Type of transfer RNA in human biology

Mitochondrially encoded tRNA aspartic acid also known as MT-TD is a transfer RNA which in humans is encoded by the mitochondrial MT-TD gene.

== Structure ==
The MT-TD gene is located on the p arm of the mitochondrial DNA at position 12 and it spans 67 base pairs. The structure of a tRNA molecule is a distinctive folded structure which contains three hairpin loops and resembles a three-leafed clover.

== Function ==
The MT-TD gene encodes for a small transfer RNA (human mitochondrial map position 7518–7585) that transfers the amino acid aspartic acid to a growing polypeptide chain at the ribosome site of protein synthesis during translation.

==Clinical significance==
MT-TD mutations have been associated with complex IV deficiency of the mitochondrial respiratory chain, also known as cytochrome c oxidase deficiency.

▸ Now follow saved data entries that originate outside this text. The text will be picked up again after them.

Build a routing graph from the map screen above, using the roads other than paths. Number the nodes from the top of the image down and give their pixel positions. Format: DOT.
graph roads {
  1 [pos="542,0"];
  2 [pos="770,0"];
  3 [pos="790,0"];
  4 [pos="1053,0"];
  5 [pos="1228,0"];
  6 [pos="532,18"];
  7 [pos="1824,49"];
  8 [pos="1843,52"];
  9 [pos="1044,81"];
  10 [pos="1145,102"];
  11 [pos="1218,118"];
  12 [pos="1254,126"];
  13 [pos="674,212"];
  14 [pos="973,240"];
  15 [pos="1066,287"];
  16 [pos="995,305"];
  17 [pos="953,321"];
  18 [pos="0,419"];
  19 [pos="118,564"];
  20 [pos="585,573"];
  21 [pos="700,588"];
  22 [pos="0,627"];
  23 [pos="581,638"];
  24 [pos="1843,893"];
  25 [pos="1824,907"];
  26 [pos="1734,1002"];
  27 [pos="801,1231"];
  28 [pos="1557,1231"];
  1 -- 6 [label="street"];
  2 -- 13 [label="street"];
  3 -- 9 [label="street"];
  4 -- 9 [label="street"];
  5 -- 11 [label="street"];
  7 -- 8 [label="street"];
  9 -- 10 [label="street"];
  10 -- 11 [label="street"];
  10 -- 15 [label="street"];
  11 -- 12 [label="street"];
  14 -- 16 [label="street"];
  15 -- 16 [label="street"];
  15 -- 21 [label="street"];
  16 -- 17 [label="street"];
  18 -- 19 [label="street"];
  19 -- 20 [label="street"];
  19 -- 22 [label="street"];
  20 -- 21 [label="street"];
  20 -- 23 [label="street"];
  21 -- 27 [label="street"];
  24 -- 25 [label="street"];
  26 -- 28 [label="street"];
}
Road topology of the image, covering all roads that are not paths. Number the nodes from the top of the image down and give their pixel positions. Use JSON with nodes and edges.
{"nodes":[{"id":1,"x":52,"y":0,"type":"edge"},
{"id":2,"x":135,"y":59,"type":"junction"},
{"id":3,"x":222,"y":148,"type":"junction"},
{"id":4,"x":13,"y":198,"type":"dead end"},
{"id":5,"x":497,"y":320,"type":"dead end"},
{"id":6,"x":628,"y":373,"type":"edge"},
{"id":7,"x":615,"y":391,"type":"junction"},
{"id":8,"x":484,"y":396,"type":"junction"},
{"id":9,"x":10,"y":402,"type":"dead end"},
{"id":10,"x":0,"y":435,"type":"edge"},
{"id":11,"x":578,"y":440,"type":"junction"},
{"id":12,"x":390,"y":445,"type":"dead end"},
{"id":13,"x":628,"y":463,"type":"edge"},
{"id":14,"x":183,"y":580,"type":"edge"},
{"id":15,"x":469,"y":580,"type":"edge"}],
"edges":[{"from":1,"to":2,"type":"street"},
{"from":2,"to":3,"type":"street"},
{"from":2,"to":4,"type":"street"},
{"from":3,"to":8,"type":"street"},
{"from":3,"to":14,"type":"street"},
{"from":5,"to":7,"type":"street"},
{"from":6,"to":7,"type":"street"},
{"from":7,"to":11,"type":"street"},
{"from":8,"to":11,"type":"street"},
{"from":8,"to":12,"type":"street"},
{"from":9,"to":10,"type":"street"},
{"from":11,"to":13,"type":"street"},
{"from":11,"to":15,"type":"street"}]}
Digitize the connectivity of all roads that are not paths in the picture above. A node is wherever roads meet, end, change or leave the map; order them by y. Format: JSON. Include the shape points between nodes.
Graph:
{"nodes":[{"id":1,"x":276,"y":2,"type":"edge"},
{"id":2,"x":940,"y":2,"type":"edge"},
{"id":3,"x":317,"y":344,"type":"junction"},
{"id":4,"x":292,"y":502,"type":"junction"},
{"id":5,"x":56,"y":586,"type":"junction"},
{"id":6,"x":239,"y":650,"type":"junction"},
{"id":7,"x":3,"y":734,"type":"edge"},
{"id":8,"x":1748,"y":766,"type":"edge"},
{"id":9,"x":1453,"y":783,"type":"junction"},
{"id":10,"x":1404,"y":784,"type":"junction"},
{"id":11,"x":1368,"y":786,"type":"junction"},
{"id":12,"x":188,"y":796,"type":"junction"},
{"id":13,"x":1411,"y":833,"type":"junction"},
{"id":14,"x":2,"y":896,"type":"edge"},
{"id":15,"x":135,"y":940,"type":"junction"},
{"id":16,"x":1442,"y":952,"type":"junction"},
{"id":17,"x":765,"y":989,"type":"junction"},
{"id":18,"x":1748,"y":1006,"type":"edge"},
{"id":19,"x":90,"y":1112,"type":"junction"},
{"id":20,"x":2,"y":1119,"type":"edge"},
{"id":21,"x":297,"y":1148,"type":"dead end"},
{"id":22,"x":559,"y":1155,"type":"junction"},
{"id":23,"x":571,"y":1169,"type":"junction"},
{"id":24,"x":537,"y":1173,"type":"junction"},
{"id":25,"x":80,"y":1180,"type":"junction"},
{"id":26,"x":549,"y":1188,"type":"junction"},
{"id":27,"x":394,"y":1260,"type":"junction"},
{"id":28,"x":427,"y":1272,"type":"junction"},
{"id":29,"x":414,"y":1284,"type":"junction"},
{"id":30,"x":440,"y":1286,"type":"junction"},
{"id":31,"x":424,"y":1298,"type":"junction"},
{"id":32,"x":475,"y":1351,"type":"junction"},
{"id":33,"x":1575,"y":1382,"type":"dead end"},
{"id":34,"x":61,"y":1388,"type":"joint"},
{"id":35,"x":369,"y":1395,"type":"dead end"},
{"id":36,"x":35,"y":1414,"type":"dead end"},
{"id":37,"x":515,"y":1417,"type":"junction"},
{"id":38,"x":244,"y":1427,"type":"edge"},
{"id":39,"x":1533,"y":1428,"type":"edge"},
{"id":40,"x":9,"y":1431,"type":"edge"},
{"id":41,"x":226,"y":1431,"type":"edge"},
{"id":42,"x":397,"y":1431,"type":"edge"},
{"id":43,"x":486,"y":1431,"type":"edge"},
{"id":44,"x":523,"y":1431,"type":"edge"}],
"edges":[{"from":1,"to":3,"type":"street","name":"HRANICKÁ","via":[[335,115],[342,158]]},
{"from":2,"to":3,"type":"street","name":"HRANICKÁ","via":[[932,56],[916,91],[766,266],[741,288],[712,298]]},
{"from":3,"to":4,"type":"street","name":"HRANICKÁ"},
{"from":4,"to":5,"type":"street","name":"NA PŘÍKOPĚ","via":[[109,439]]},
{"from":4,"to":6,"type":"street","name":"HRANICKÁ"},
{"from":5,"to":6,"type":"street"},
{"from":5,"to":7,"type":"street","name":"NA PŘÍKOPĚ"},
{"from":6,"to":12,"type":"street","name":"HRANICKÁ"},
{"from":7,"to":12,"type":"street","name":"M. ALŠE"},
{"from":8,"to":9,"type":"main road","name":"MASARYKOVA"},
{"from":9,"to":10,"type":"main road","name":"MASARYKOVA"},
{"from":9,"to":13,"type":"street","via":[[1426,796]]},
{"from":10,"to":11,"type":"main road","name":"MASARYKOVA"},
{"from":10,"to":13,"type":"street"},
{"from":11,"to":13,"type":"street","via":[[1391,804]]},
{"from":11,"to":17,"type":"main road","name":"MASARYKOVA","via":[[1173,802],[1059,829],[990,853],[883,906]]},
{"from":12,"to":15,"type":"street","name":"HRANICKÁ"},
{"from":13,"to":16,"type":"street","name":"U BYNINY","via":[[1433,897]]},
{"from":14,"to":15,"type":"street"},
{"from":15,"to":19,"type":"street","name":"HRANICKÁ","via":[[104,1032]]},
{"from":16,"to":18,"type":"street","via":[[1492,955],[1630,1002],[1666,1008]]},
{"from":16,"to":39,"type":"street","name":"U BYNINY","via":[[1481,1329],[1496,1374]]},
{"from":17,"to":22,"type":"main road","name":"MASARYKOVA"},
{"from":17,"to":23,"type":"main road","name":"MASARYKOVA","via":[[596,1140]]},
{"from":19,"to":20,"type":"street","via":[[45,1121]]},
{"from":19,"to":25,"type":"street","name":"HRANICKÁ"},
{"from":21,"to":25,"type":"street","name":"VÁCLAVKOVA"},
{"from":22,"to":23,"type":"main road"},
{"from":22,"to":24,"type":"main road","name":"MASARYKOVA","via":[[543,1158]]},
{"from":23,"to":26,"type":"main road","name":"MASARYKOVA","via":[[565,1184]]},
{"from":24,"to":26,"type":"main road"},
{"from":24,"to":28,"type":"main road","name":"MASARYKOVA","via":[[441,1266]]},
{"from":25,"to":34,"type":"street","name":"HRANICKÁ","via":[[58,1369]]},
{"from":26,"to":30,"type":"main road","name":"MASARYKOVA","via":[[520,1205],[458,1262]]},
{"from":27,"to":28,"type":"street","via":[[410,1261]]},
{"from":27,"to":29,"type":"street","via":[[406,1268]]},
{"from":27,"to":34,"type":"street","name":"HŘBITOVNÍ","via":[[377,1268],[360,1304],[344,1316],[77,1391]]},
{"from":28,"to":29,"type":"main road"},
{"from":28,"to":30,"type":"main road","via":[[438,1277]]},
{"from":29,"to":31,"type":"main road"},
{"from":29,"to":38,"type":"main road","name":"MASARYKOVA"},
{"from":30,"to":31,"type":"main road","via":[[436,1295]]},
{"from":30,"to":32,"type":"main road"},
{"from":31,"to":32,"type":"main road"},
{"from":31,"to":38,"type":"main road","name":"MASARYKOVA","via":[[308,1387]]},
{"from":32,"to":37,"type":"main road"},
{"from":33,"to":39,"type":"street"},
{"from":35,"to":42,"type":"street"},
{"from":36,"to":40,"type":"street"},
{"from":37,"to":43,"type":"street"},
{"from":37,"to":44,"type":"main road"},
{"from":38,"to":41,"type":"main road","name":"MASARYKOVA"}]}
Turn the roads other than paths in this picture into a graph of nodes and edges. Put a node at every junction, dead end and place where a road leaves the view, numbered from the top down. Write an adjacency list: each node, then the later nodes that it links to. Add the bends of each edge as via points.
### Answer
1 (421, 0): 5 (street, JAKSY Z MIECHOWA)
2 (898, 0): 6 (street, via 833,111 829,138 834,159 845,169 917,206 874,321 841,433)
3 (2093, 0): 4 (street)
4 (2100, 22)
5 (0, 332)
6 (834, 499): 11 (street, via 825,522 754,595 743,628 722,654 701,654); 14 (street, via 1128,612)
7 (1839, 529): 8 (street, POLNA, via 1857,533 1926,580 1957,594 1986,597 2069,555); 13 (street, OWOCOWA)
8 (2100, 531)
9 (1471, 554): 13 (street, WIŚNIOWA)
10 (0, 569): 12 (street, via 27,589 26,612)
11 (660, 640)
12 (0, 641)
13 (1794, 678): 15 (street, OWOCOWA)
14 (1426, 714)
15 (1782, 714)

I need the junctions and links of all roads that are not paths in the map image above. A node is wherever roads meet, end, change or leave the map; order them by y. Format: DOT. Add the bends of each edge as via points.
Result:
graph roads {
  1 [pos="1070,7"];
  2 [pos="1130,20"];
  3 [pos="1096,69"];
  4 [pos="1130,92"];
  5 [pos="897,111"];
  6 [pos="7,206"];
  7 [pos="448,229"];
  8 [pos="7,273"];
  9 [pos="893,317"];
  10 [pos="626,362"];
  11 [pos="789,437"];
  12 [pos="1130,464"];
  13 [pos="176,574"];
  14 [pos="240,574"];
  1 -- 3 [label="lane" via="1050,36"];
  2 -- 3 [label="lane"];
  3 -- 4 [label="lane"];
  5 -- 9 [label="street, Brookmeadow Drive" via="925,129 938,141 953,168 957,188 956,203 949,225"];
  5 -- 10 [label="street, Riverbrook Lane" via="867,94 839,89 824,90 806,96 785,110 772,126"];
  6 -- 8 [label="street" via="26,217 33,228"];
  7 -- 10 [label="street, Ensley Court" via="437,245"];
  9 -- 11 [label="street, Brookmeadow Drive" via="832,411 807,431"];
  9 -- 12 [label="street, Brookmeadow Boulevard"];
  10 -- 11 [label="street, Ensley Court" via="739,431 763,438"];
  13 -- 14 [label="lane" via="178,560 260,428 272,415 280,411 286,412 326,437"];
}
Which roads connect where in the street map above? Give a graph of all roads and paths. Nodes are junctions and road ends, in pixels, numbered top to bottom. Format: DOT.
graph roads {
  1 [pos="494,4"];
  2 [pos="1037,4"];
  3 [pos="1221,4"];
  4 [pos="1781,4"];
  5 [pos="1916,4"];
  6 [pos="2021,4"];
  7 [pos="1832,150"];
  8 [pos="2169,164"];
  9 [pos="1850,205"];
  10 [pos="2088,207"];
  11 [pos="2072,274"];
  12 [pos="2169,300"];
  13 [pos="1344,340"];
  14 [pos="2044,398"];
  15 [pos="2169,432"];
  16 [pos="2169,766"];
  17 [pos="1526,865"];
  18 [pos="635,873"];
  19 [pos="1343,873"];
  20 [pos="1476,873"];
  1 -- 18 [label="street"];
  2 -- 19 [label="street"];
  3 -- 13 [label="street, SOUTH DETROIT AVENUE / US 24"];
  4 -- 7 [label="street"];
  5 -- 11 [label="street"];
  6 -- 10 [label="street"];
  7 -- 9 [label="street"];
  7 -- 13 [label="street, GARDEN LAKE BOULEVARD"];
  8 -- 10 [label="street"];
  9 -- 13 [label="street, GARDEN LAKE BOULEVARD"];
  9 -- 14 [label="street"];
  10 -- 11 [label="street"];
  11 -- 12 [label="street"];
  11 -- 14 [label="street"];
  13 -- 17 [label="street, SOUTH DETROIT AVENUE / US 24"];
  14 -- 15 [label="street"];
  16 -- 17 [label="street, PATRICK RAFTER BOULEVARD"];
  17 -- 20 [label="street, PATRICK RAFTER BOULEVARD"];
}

Cytochrome c oxidase deficiency is a rare genetic condition that can affect multiple body parts, including skeletal muscles, the heart, the brain, or the liver. Common clinical manifestations include myopathy, hypotonia, and encephalomyopathy, lactic acidosis, and hypertrophic cardiomyopathy. A patient with a 7526A>G mutation in the MT-TD gene exhibited gradually worsening symptoms of exercise intolerance, increased creatine kinase levels, sustained exercise leading to muscle pains and general malaise. A patient with a 7543A>G mutation also exhibited symptoms of the disease.